When I first read about GNOME dropping support for BSD and Solaris, my impression was that this is a good idea to aiming to unify limit resources and get the work done. I was also excited about the idea of the GNOME OS. I think it is necessary to keep the big picture in mind when developing the different components. Previously Ubuntu was the only project that did this and it was also the reason why I started using Ubuntu. Because it made the different parts of Linux work together to achieve the big goal of a great overall system.
But then things started to go wrong. Instead of picking existing components and giving them the final polish like Ubuntu did before, the GNOME project started developing things from scratch without any apparent reason to do so. And even worse: incompatible to existing solutions. It started with the rejection of the appindicator specification implemented by Ubuntu and KDE. At that point it was not clear to me whether the specification was broken or whether the responsible people at GNOME were just ignorant.
Then came systemd. And it started to be apparent that unfortunately it was the latter.

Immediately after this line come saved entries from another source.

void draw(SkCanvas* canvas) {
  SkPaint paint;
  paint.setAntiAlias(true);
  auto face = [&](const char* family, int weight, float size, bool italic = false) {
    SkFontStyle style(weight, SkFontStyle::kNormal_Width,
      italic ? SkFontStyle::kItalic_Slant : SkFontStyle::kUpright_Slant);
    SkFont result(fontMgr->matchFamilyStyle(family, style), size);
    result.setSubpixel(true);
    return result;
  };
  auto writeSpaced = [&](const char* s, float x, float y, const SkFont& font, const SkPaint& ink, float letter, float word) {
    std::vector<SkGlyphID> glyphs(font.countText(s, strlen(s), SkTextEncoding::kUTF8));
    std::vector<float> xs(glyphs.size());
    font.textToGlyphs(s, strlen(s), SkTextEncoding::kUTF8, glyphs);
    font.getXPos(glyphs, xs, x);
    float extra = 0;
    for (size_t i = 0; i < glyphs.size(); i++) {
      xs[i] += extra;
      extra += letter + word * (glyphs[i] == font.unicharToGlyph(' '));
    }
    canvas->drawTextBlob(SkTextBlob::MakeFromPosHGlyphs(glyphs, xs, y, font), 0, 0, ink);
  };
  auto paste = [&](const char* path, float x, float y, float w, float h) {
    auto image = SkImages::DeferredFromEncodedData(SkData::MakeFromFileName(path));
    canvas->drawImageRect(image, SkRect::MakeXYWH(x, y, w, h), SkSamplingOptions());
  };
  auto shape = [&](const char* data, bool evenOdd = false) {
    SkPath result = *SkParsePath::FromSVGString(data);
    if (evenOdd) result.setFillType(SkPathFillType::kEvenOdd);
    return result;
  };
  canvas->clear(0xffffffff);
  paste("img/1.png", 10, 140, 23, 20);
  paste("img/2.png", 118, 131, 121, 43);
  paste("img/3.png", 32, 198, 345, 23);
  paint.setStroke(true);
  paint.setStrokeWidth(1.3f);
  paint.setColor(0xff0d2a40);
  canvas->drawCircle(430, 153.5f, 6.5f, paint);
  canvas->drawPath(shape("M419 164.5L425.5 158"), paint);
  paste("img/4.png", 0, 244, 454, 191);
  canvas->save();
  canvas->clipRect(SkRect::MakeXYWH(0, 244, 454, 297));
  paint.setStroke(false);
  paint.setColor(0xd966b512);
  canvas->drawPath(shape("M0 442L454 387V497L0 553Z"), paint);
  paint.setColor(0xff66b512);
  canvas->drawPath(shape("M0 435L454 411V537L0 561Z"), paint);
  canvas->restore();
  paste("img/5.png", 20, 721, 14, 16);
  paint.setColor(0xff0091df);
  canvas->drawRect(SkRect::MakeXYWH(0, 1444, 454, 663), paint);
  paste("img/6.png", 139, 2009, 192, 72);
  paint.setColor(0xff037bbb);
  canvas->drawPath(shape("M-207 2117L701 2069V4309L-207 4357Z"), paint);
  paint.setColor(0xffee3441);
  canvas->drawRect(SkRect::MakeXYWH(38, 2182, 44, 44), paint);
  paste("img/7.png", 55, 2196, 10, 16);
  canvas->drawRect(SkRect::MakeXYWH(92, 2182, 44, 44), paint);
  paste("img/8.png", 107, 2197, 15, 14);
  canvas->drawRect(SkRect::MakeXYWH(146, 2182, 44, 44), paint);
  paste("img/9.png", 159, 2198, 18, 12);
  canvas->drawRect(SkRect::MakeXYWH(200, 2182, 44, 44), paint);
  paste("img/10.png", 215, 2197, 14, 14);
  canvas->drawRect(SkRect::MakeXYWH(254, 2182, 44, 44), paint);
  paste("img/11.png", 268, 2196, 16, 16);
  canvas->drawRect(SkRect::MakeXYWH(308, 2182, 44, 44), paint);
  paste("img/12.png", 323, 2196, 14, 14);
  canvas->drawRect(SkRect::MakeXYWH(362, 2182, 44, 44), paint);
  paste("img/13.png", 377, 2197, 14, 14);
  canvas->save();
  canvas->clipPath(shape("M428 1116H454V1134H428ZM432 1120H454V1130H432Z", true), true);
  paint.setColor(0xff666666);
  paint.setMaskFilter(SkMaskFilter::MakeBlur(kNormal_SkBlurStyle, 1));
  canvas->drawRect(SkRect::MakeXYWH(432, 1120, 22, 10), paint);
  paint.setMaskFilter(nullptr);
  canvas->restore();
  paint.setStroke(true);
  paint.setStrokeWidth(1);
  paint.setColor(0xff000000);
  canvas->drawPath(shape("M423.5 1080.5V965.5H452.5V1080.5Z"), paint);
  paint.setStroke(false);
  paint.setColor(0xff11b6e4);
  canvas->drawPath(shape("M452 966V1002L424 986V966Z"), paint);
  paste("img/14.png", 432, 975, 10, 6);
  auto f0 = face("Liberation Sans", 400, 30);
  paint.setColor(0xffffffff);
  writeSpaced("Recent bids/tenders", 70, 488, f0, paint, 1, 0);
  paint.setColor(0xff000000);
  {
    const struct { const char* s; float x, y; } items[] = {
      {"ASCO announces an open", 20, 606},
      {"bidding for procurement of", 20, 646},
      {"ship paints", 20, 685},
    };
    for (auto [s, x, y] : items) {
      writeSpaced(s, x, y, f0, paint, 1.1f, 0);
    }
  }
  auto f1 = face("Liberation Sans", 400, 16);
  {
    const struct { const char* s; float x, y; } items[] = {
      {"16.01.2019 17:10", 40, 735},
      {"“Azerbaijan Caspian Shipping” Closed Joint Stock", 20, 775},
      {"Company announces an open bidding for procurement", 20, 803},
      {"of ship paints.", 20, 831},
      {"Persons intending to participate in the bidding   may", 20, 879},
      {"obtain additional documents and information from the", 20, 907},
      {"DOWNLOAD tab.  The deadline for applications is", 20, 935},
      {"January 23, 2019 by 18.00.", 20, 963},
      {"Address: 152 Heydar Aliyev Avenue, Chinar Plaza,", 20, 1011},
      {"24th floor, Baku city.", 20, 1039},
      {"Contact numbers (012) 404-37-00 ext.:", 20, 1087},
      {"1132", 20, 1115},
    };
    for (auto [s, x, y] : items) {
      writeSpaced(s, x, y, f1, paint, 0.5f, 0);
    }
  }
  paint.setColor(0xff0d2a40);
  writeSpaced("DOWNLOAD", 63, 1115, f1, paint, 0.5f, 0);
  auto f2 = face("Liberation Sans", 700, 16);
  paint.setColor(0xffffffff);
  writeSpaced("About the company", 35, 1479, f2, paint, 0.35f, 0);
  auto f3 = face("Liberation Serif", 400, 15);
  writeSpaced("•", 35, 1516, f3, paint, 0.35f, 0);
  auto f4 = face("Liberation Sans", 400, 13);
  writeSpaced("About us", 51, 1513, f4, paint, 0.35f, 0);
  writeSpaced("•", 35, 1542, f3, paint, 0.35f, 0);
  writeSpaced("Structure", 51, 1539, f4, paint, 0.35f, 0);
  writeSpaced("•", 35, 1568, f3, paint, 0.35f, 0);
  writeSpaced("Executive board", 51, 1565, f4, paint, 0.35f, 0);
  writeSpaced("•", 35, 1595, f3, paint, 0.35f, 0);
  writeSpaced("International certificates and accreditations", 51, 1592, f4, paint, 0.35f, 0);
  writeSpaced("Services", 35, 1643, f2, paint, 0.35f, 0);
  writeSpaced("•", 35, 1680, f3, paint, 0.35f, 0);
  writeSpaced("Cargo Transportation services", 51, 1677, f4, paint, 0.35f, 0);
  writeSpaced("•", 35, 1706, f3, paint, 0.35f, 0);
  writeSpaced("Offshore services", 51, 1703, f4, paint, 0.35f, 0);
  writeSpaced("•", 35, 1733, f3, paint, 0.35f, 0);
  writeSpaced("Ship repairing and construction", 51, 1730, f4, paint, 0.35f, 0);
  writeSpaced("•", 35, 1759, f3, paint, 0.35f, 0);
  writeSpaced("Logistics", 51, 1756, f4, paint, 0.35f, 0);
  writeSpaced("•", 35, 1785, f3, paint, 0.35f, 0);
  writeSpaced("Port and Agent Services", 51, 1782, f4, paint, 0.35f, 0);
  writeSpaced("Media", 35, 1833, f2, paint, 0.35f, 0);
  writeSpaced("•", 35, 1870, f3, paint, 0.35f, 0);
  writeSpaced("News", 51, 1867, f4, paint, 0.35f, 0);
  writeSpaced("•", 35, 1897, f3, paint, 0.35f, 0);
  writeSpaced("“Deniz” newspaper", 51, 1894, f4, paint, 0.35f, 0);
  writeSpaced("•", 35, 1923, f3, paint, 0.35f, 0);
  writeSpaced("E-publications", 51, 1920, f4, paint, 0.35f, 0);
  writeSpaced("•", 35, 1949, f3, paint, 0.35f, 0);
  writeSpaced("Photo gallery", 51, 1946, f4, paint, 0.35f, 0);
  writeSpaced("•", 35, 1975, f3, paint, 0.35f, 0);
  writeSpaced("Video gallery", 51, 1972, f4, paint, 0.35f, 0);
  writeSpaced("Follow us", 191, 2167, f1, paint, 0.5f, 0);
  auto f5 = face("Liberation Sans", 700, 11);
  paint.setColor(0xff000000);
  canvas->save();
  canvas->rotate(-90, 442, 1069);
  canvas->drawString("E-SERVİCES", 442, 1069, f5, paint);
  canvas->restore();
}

To my knowledge Ubuntu is the biggest deployment of GNOME and it is based around the Linux ecosystem. So dropping support for Ubuntu has nothing to do with unifying limited resources. Ubuntu is your target audience, so if you should try to collaborate with a project you should collaborate with Ubuntu. My opinion on that is that some Fedora developers were pissed that the Unity interface was exclusive for Ubuntu and instead of packaging it for Fedora they started making GNOME Shell exclusive for Fedora.
Next I read about the overlay scrollbars re-developed for GNOME. While the first reaction might be the developers simply do not want to use Ubuntu technology, I think the reason is different. The developer does not seem to have any antipathy towards Ubuntu and if we look at the project he developed the scrollbars for another explanation becomes visible.
But first lets take a step back. Lets take a look at the core of GNOME. By this I mean the programming language it is written in. It is C/GObject; plain C extended with naming conventions and libraries to allow modern paradigms such as object oriented programming and events/ observer pattern. From today’s perspective one might wonder why one should choose this over C++, which integrates most of the features at the language level. But back when the GNOME project started C++ was not mature yet which meant that your program might break with the next compiler update or even the next STL update.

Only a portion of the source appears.